Recommendation to replace Neumann KMS 105

I'm a singer, not a gear person, go gentle on me, fine lords.

As a passion project I started a popup jazz club - I signed an agreement with a corporate venue to take it over a few nights a month and put on jazz shows. It's been going great!

A sound engineer I consulted with on the gear recommended I get a Neumann KMS105 for the vocal mic. It sounds great for other performers we've had, but personally I've been struggling with it. When I'm not dabbling in jazz, I'm a cantor - I sing in a synagogue with hundreds of seats and NO mic at all. So I spent a decade studying vocal projection. As a result, when a mic is 2 inches away and hot I sound good; when I have to eat the mic I sound harsh and ugly, the voice is too brash and harsh up-close.

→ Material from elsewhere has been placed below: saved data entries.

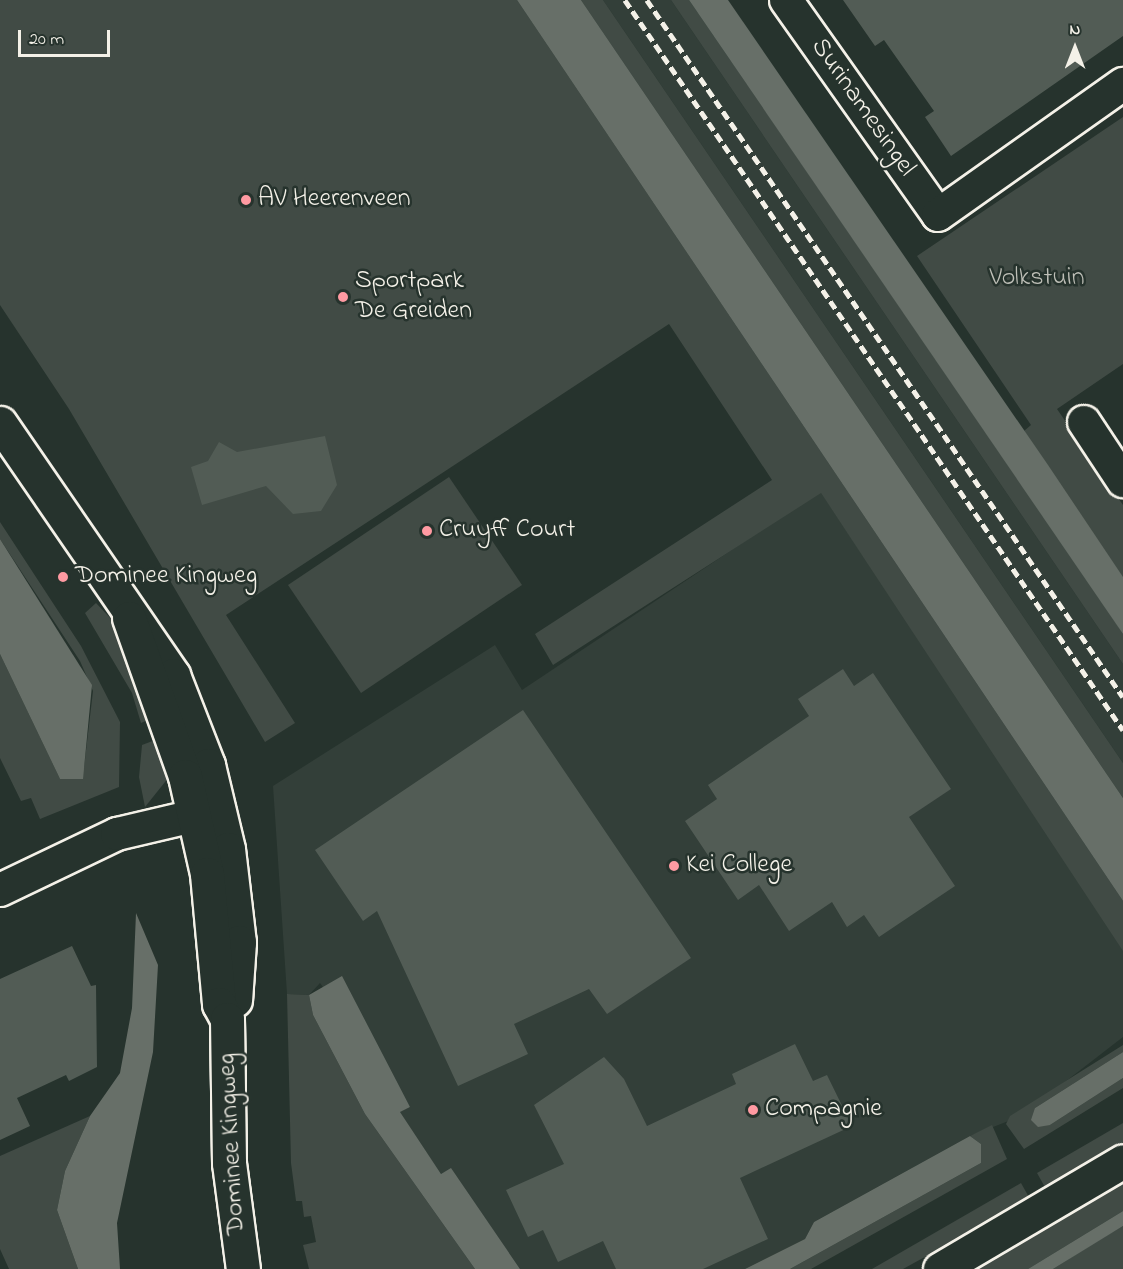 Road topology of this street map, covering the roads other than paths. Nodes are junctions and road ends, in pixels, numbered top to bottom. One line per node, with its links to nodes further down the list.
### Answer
1 (786, 0): 2 (street, Surinamesingel)
2 (1123, 84)
3 (1084, 422): 5 (street)
4 (0, 423): 6 (main road, Dominee Kingweg)
5 (1123, 481)
6 (207, 813): 7 (street); 9 (main road, Dominee Kingweg)
7 (0, 890)
8 (1123, 1161): 10 (main road)
9 (243, 1269)
10 (940, 1269) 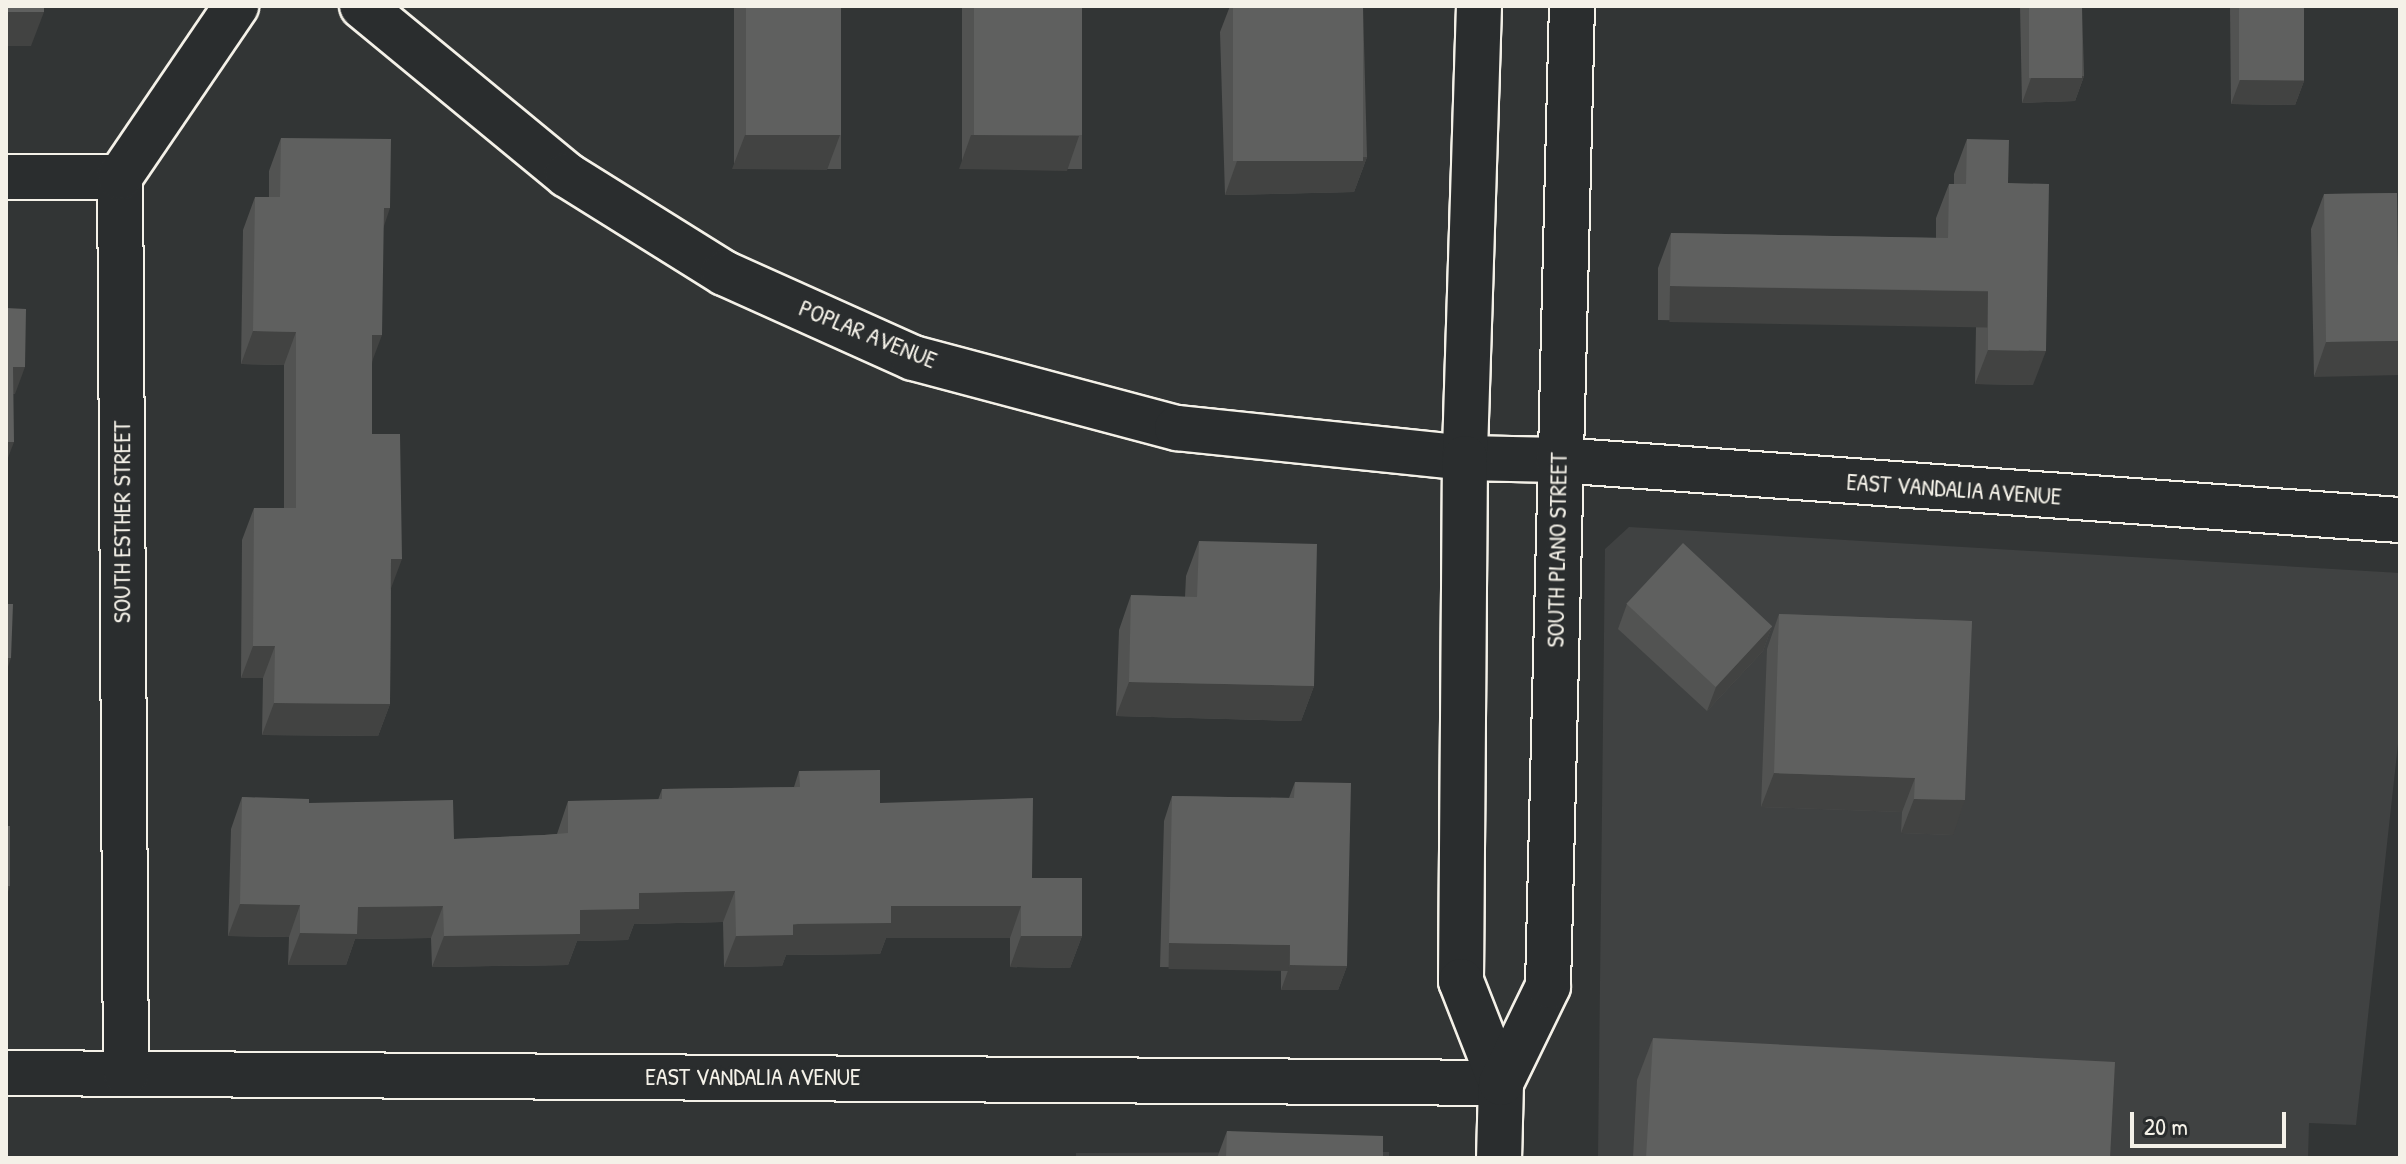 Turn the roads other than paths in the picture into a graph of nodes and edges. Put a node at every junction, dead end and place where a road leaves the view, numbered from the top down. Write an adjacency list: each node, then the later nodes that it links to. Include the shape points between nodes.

The problem with the KMS105 is that the house engineer couldn't run it hot - he insisted I eat the mic as he had no more headroom to push it and it was designed to be used very close. The problem worsens because my band is LOUD - big band jazz, not Norah Jones - and he wanted me super close into the mic to deal with it. I wasn't too happy with the result. I didn't sound very good :eek:

I was playing around with other gear at the venue and noticed that when I plugged in an AudioTechnica ATW-T1002 mic, which they keep around for speaking conferences, the gain levels on the mixer were at LEAST 20% higher than the KMS105, and I sounded much much better, even though it's a much cheaper mic. The extra gain makes such a difference bc I can use it hot.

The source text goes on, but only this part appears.